> **Prompt**: Could you transcribe the records below exactly, leaving out every picture?

> **Saved entries**:

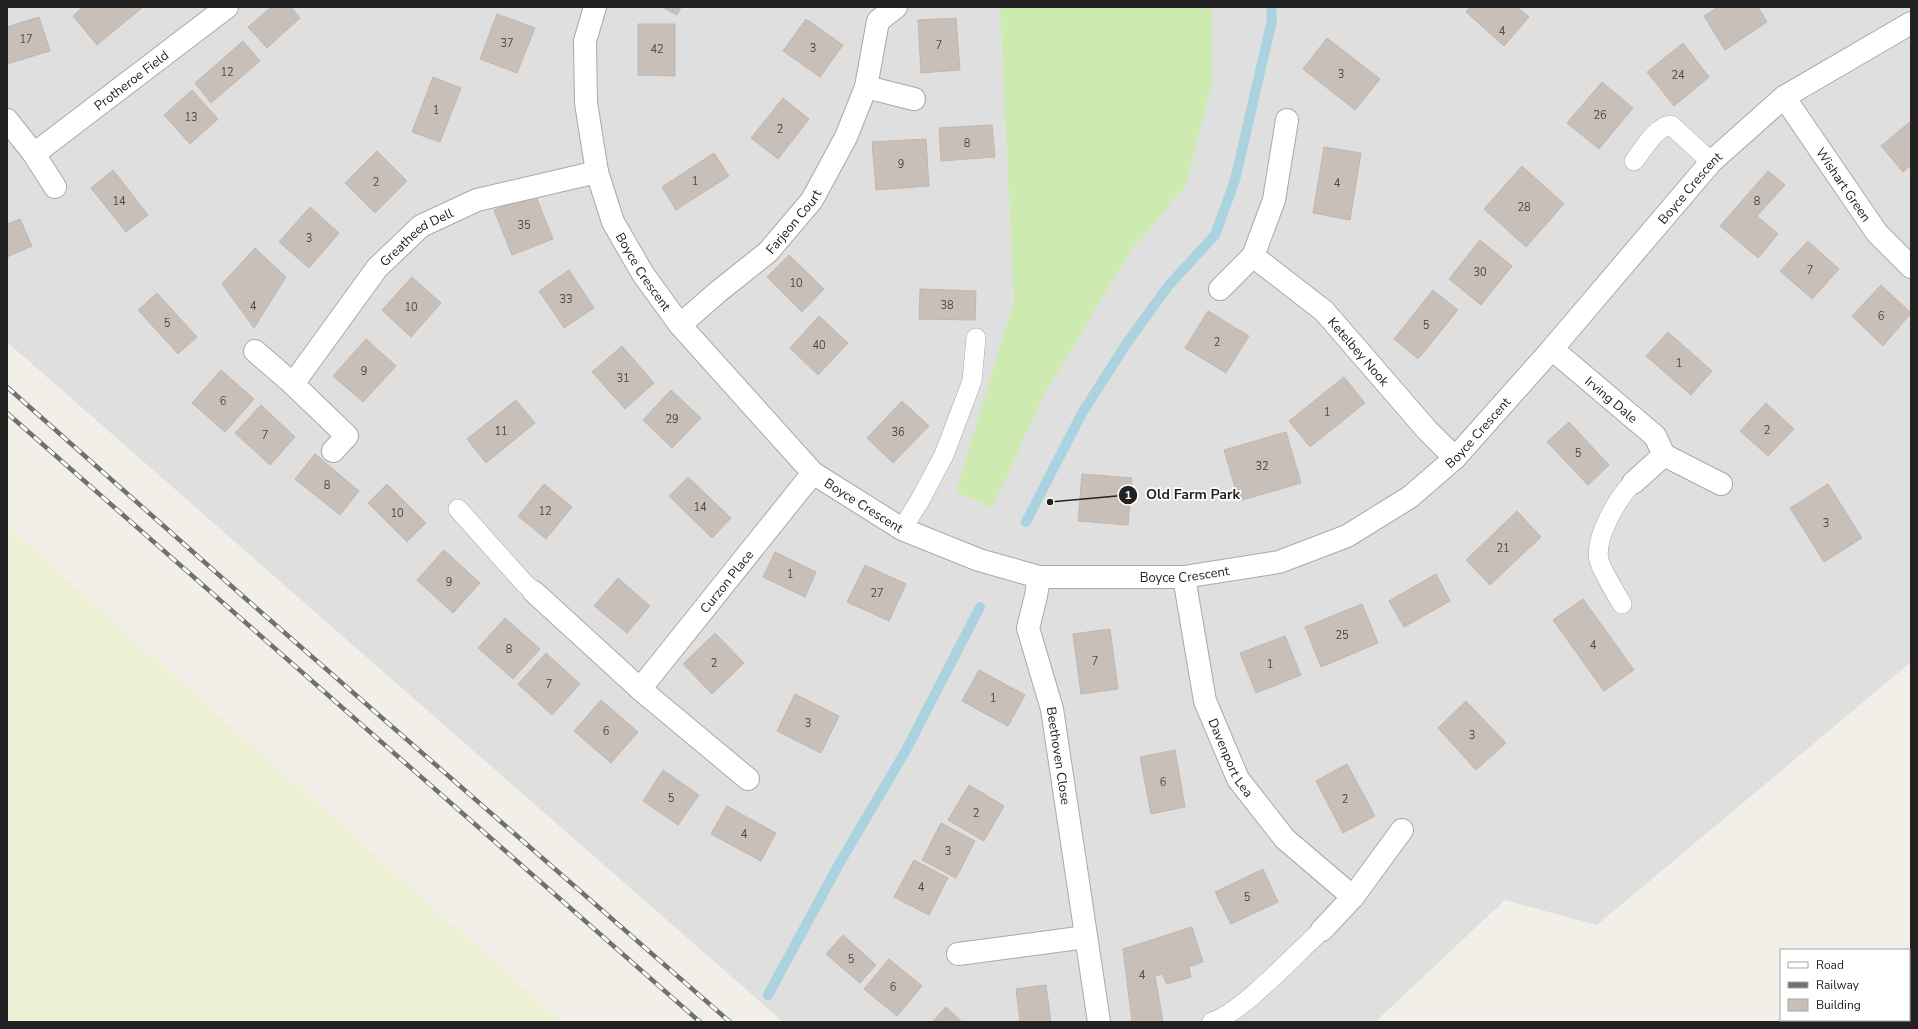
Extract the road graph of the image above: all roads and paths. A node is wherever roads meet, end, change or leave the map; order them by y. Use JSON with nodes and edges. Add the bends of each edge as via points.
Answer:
{"nodes":[{"id":1,"x":227,"y":7,"type":"edge"},
{"id":2,"x":595,"y":7,"type":"edge"},
{"id":3,"x":896,"y":7,"type":"edge"},
{"id":4,"x":1911,"y":23,"type":"edge"},
{"id":5,"x":866,"y":88,"type":"junction"},
{"id":6,"x":1784,"y":97,"type":"junction"},
{"id":7,"x":914,"y":99,"type":"dead end"},
{"id":8,"x":7,"y":120,"type":"edge"},
{"id":9,"x":1287,"y":120,"type":"dead end"},
{"id":10,"x":34,"y":154,"type":"junction"},
{"id":11,"x":1634,"y":161,"type":"dead end"},
{"id":12,"x":1710,"y":162,"type":"junction"},
{"id":13,"x":597,"y":172,"type":"junction"},
{"id":14,"x":55,"y":187,"type":"dead end"},
{"id":15,"x":1253,"y":256,"type":"junction"},
{"id":16,"x":1911,"y":267,"type":"edge"},
{"id":17,"x":1220,"y":289,"type":"dead end"},
{"id":18,"x":680,"y":325,"type":"junction"},
{"id":19,"x":976,"y":338,"type":"dead end"},
{"id":20,"x":1552,"y":350,"type":"junction"},
{"id":21,"x":255,"y":351,"type":"dead end"},
{"id":22,"x":293,"y":384,"type":"junction"},
{"id":23,"x":333,"y":451,"type":"dead end"},
{"id":24,"x":1664,"y":455,"type":"junction"},
{"id":25,"x":1455,"y":458,"type":"junction"},
{"id":26,"x":813,"y":473,"type":"junction"},
{"id":27,"x":1633,"y":483,"type":"joint"},
{"id":28,"x":1721,"y":484,"type":"dead end"},
{"id":29,"x":458,"y":509,"type":"dead end"},
{"id":30,"x":902,"y":529,"type":"junction"},
{"id":31,"x":1039,"y":577,"type":"junction"},
{"id":32,"x":1184,"y":577,"type":"junction"},
{"id":33,"x":534,"y":592,"type":"joint"},
{"id":34,"x":1622,"y":604,"type":"dead end"},
{"id":35,"x":640,"y":689,"type":"junction"},
{"id":36,"x":748,"y":779,"type":"dead end"},
{"id":37,"x":1402,"y":830,"type":"dead end"},
{"id":38,"x":1353,"y":897,"type":"junction"},
{"id":39,"x":1322,"y":930,"type":"joint"},
{"id":40,"x":1086,"y":937,"type":"junction"},
{"id":41,"x":958,"y":954,"type":"dead end"},
{"id":42,"x":1099,"y":1022,"type":"edge"},
{"id":43,"x":1212,"y":1022,"type":"edge"}],
"edges":[{"from":1,"to":10,"type":"street","name":"Protheroe Field"},
{"from":2,"to":13,"type":"street","name":"Boyce Crescent","via":[[585,41],[586,103]]},
{"from":3,"to":5,"type":"street","name":"Farjeon Court","via":[[878,21]]},
{"from":4,"to":6,"type":"street","name":"Boyce Crescent"},
{"from":5,"to":7,"type":"street"},
{"from":5,"to":18,"type":"street","name":"Farjeon Court","via":[[846,137],[812,200],[768,252]]},
{"from":6,"to":12,"type":"street","name":"Boyce Crescent"},
{"from":6,"to":16,"type":"street","name":"Wishart Green","via":[[1877,233]]},
{"from":8,"to":10,"type":"street"},
{"from":9,"to":15,"type":"street","via":[[1274,200]]},
{"from":10,"to":14,"type":"street"},
{"from":11,"to":12,"type":"lane","via":[[1659,130],[1671,125]]},
{"from":12,"to":20,"type":"street","name":"Boyce Crescent"},
{"from":13,"to":18,"type":"street","name":"Boyce Crescent","via":[[613,222],[643,274]]},
{"from":13,"to":22,"type":"street","name":"Greatheed Dell","via":[[477,200],[422,226],[377,268]]},
{"from":15,"to":17,"type":"street"},
{"from":15,"to":25,"type":"street","name":"Ketelbey Nook","via":[[1324,311],[1426,430]]},
{"from":18,"to":26,"type":"street","name":"Boyce Crescent"},
{"from":19,"to":30,"type":"lane","via":[[972,380],[944,455]]},
{"from":20,"to":24,"type":"street","name":"Irving Dale","via":[[1655,436]]},
{"from":20,"to":25,"type":"street","name":"Boyce Crescent"},
{"from":21,"to":22,"type":"street"},
{"from":22,"to":23,"type":"street","via":[[347,436]]},
{"from":24,"to":27,"type":"street"},
{"from":24,"to":28,"type":"street"},
{"from":25,"to":32,"type":"street","name":"Boyce Crescent","via":[[1410,497],[1347,536],[1279,562]]},
{"from":26,"to":30,"type":"street","name":"Boyce Crescent"},
{"from":26,"to":35,"type":"street","name":"Curzon Place"},
{"from":27,"to":34,"type":"lane","via":[[1624,492],[1601,535],[1599,560]]},
{"from":29,"to":33,"type":"lane"},
{"from":30,"to":31,"type":"street","name":"Boyce Crescent","via":[[979,560]]},
{"from":31,"to":32,"type":"street","name":"Boyce Crescent"},
{"from":31,"to":40,"type":"street","name":"Beethoven Close","via":[[1028,628],[1052,709]]},
{"from":32,"to":38,"type":"street","name":"Davenport Lea","via":[[1205,701],[1238,779],[1285,839]]},
{"from":33,"to":35,"type":"street"},
{"from":35,"to":36,"type":"street"},
{"from":37,"to":38,"type":"street"},
{"from":38,"to":39,"type":"street"},
{"from":39,"to":43,"type":"lane","via":[[1251,996],[1221,1019]]},
{"from":40,"to":41,"type":"street"},
{"from":40,"to":42,"type":"street","name":"Beethoven Close"}]}
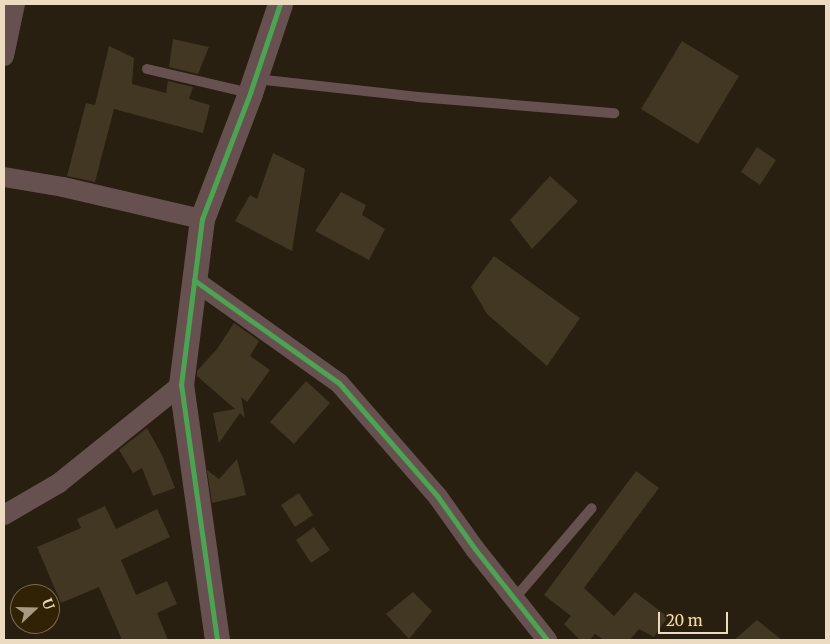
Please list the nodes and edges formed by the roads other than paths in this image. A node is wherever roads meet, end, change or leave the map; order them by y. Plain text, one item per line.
1 (15, 4) edge
2 (280, 4) edge
3 (4, 56) edge
4 (147, 68) dead end
5 (252, 86) junction
6 (614, 113) dead end
7 (4, 177) edge
8 (202, 219) junction
9 (194, 280) junction
10 (181, 385) junction
11 (592, 508) dead end
12 (4, 515) edge
13 (515, 598) junction
14 (217, 640) edge
15 (547, 640) edge

1 - 3 street
2 - 5 street
4 - 5 lane
5 - 6 lane
5 - 8 street
7 - 8 street
8 - 9 street
9 - 10 street
9 - 13 street
10 - 12 street
10 - 14 street
11 - 13 lane
13 - 15 street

> **Result of this exercise**:
Extract the road graph of the image above: all roads and paths. A node is wherever roads meet, end, change or leave the map; order them by y. Use JSON with nodes and edges. Add the bends of each edge as via points.
Answer:
{"nodes":[{"id":1,"x":227,"y":7,"type":"edge"},
{"id":2,"x":595,"y":7,"type":"edge"},
{"id":3,"x":896,"y":7,"type":"edge"},
{"id":4,"x":1911,"y":23,"type":"edge"},
{"id":5,"x":866,"y":88,"type":"junction"},
{"id":6,"x":1784,"y":97,"type":"junction"},
{"id":7,"x":914,"y":99,"type":"dead end"},
{"id":8,"x":7,"y":120,"type":"edge"},
{"id":9,"x":1287,"y":120,"type":"dead end"},
{"id":10,"x":34,"y":154,"type":"junction"},
{"id":11,"x":1634,"y":161,"type":"dead end"},
{"id":12,"x":1710,"y":162,"type":"junction"},
{"id":13,"x":597,"y":172,"type":"junction"},
{"id":14,"x":55,"y":187,"type":"dead end"},
{"id":15,"x":1253,"y":256,"type":"junction"},
{"id":16,"x":1911,"y":267,"type":"edge"},
{"id":17,"x":1220,"y":289,"type":"dead end"},
{"id":18,"x":680,"y":325,"type":"junction"},
{"id":19,"x":976,"y":338,"type":"dead end"},
{"id":20,"x":1552,"y":350,"type":"junction"},
{"id":21,"x":255,"y":351,"type":"dead end"},
{"id":22,"x":293,"y":384,"type":"junction"},
{"id":23,"x":333,"y":451,"type":"dead end"},
{"id":24,"x":1664,"y":455,"type":"junction"},
{"id":25,"x":1455,"y":458,"type":"junction"},
{"id":26,"x":813,"y":473,"type":"junction"},
{"id":27,"x":1633,"y":483,"type":"joint"},
{"id":28,"x":1721,"y":484,"type":"dead end"},
{"id":29,"x":458,"y":509,"type":"dead end"},
{"id":30,"x":902,"y":529,"type":"junction"},
{"id":31,"x":1039,"y":577,"type":"junction"},
{"id":32,"x":1184,"y":577,"type":"junction"},
{"id":33,"x":534,"y":592,"type":"joint"},
{"id":34,"x":1622,"y":604,"type":"dead end"},
{"id":35,"x":640,"y":689,"type":"junction"},
{"id":36,"x":748,"y":779,"type":"dead end"},
{"id":37,"x":1402,"y":830,"type":"dead end"},
{"id":38,"x":1353,"y":897,"type":"junction"},
{"id":39,"x":1322,"y":930,"type":"joint"},
{"id":40,"x":1086,"y":937,"type":"junction"},
{"id":41,"x":958,"y":954,"type":"dead end"},
{"id":42,"x":1099,"y":1022,"type":"edge"},
{"id":43,"x":1212,"y":1022,"type":"edge"}],
"edges":[{"from":1,"to":10,"type":"street","name":"Protheroe Field"},
{"from":2,"to":13,"type":"street","name":"Boyce Crescent","via":[[585,41],[586,103]]},
{"from":3,"to":5,"type":"street","name":"Farjeon Court","via":[[878,21]]},
{"from":4,"to":6,"type":"street","name":"Boyce Crescent"},
{"from":5,"to":7,"type":"street"},
{"from":5,"to":18,"type":"street","name":"Farjeon Court","via":[[846,137],[812,200],[768,252]]},
{"from":6,"to":12,"type":"street","name":"Boyce Crescent"},
{"from":6,"to":16,"type":"street","name":"Wishart Green","via":[[1877,233]]},
{"from":8,"to":10,"type":"street"},
{"from":9,"to":15,"type":"street","via":[[1274,200]]},
{"from":10,"to":14,"type":"street"},
{"from":11,"to":12,"type":"lane","via":[[1659,130],[1671,125]]},
{"from":12,"to":20,"type":"street","name":"Boyce Crescent"},
{"from":13,"to":18,"type":"street","name":"Boyce Crescent","via":[[613,222],[643,274]]},
{"from":13,"to":22,"type":"street","name":"Greatheed Dell","via":[[477,200],[422,226],[377,268]]},
{"from":15,"to":17,"type":"street"},
{"from":15,"to":25,"type":"street","name":"Ketelbey Nook","via":[[1324,311],[1426,430]]},
{"from":18,"to":26,"type":"street","name":"Boyce Crescent"},
{"from":19,"to":30,"type":"lane","via":[[972,380],[944,455]]},
{"from":20,"to":24,"type":"street","name":"Irving Dale","via":[[1655,436]]},
{"from":20,"to":25,"type":"street","name":"Boyce Crescent"},
{"from":21,"to":22,"type":"street"},
{"from":22,"to":23,"type":"street","via":[[347,436]]},
{"from":24,"to":27,"type":"street"},
{"from":24,"to":28,"type":"street"},
{"from":25,"to":32,"type":"street","name":"Boyce Crescent","via":[[1410,497],[1347,536],[1279,562]]},
{"from":26,"to":30,"type":"street","name":"Boyce Crescent"},
{"from":26,"to":35,"type":"street","name":"Curzon Place"},
{"from":27,"to":34,"type":"lane","via":[[1624,492],[1601,535],[1599,560]]},
{"from":29,"to":33,"type":"lane"},
{"from":30,"to":31,"type":"street","name":"Boyce Crescent","via":[[979,560]]},
{"from":31,"to":32,"type":"street","name":"Boyce Crescent"},
{"from":31,"to":40,"type":"street","name":"Beethoven Close","via":[[1028,628],[1052,709]]},
{"from":32,"to":38,"type":"street","name":"Davenport Lea","via":[[1205,701],[1238,779],[1285,839]]},
{"from":33,"to":35,"type":"street"},
{"from":35,"to":36,"type":"street"},
{"from":37,"to":38,"type":"street"},
{"from":38,"to":39,"type":"street"},
{"from":39,"to":43,"type":"lane","via":[[1251,996],[1221,1019]]},
{"from":40,"to":41,"type":"street"},
{"from":40,"to":42,"type":"street","name":"Beethoven Close"}]}
Please list the nodes and edges formed by the roads other than paths in this image. A node is wherever roads meet, end, change or leave the map; order them by y. Plain text, one item per line.
1 (15, 4) edge
2 (280, 4) edge
3 (4, 56) edge
4 (147, 68) dead end
5 (252, 86) junction
6 (614, 113) dead end
7 (4, 177) edge
8 (202, 219) junction
9 (194, 280) junction
10 (181, 385) junction
11 (592, 508) dead end
12 (4, 515) edge
13 (515, 598) junction
14 (217, 640) edge
15 (547, 640) edge

1 - 3 street
2 - 5 street
4 - 5 lane
5 - 6 lane
5 - 8 street
7 - 8 street
8 - 9 street
9 - 10 street
9 - 13 street
10 - 12 street
10 - 14 street
11 - 13 lane
13 - 15 street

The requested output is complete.